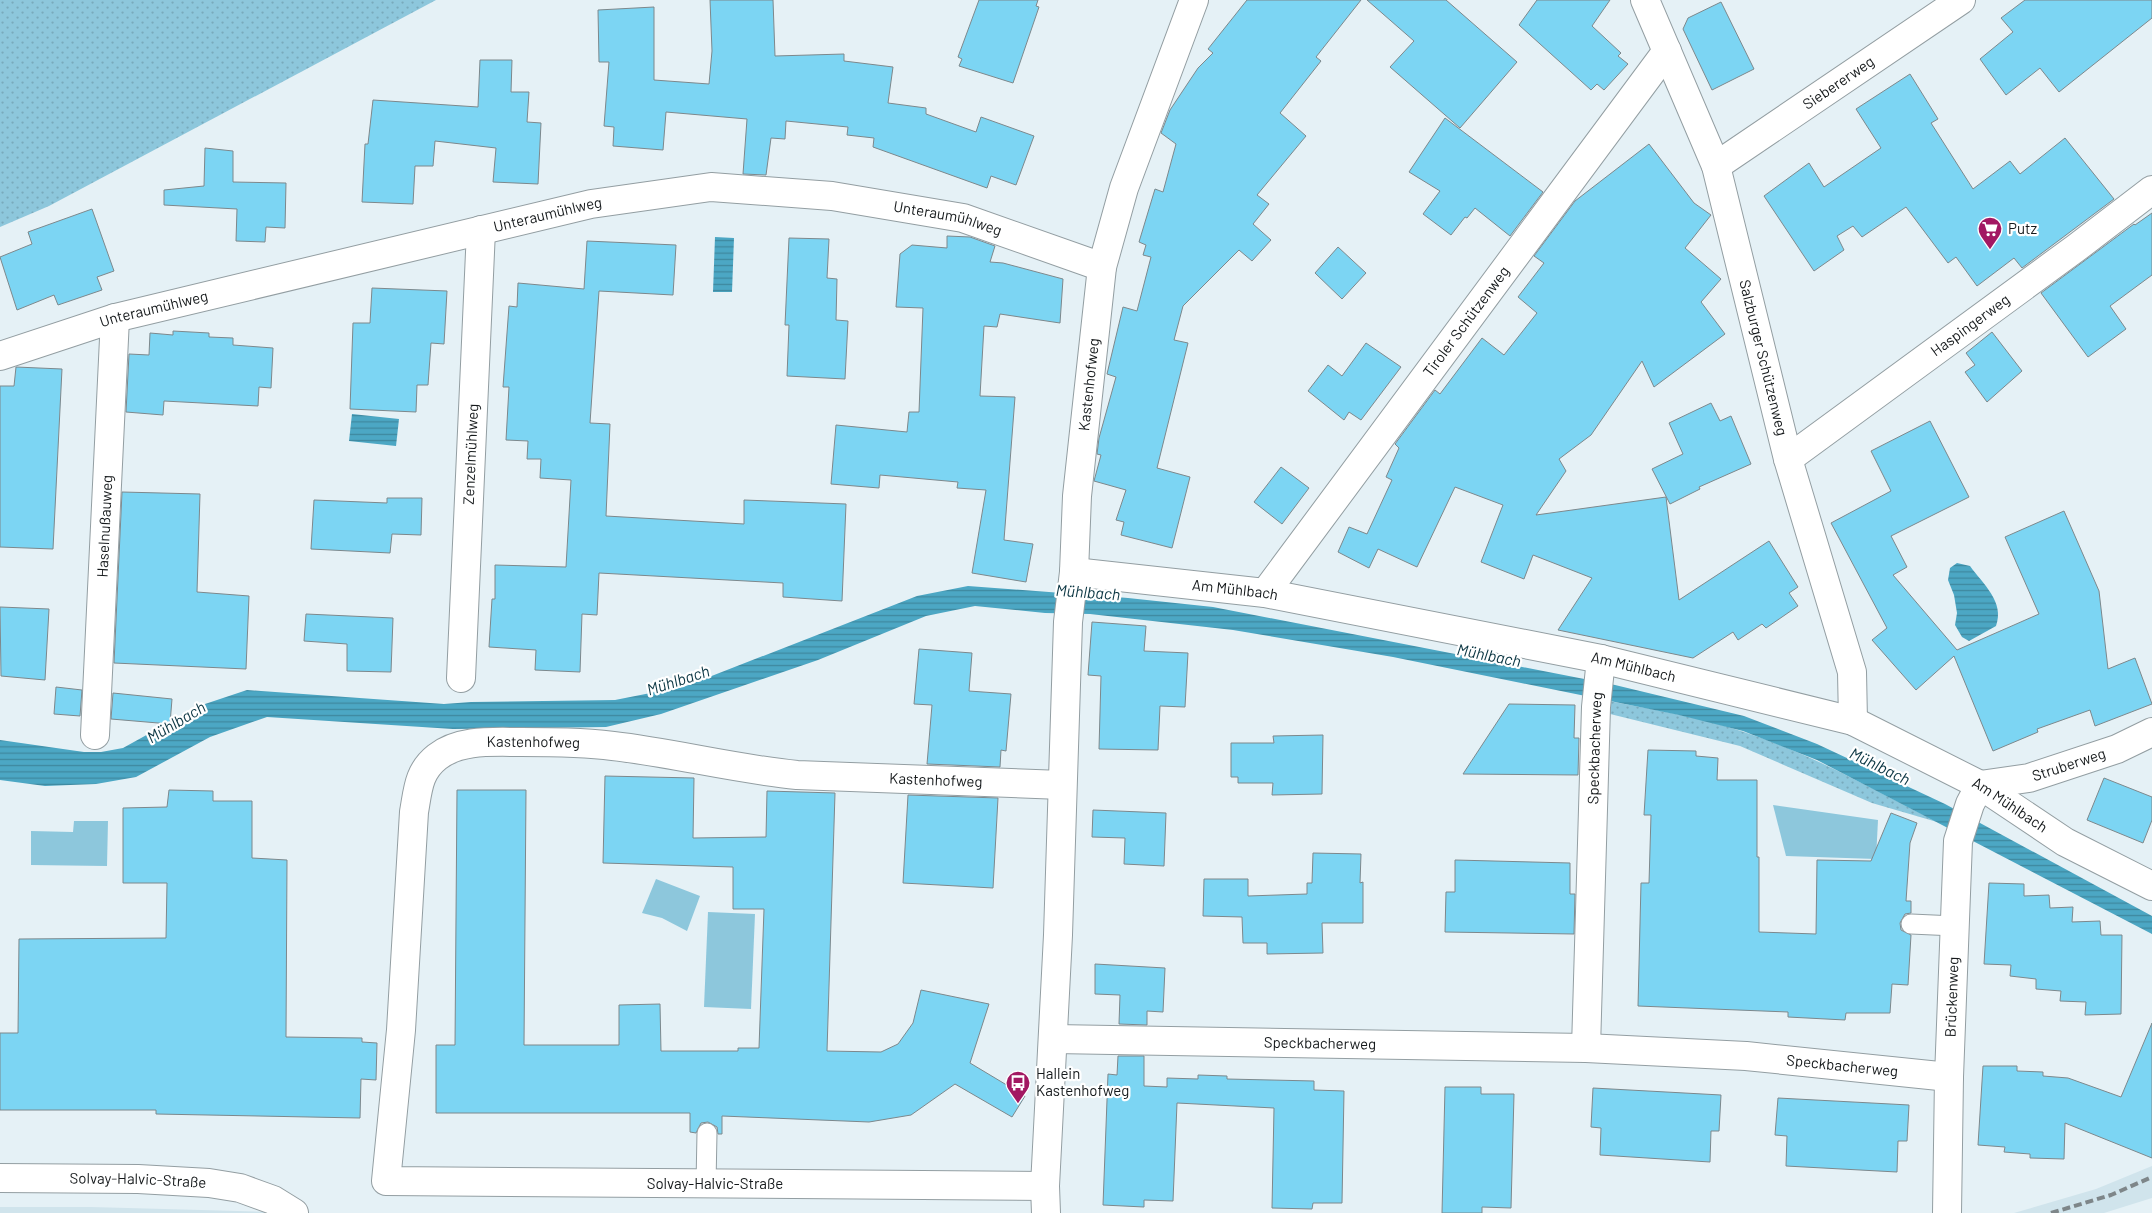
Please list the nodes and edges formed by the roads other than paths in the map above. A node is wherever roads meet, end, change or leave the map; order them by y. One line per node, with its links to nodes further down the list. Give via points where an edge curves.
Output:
■ ■ ■
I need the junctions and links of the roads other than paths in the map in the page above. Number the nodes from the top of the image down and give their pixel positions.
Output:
■ ■ ■
Your assignment
Locate the word "down" in the records above, and return each line that has it.

Solution for this exercise
Please list the nodes and edges formed by the roads other than paths in the map above. A node is wherever roads meet, end, change or leave the map; order them by y. One line per node, with its links to nodes further down the list. Give via points where an edge curves.
I need the junctions and links of the roads other than paths in the map in the page above. Number the nodes from the top of the image down and give their pixel positions.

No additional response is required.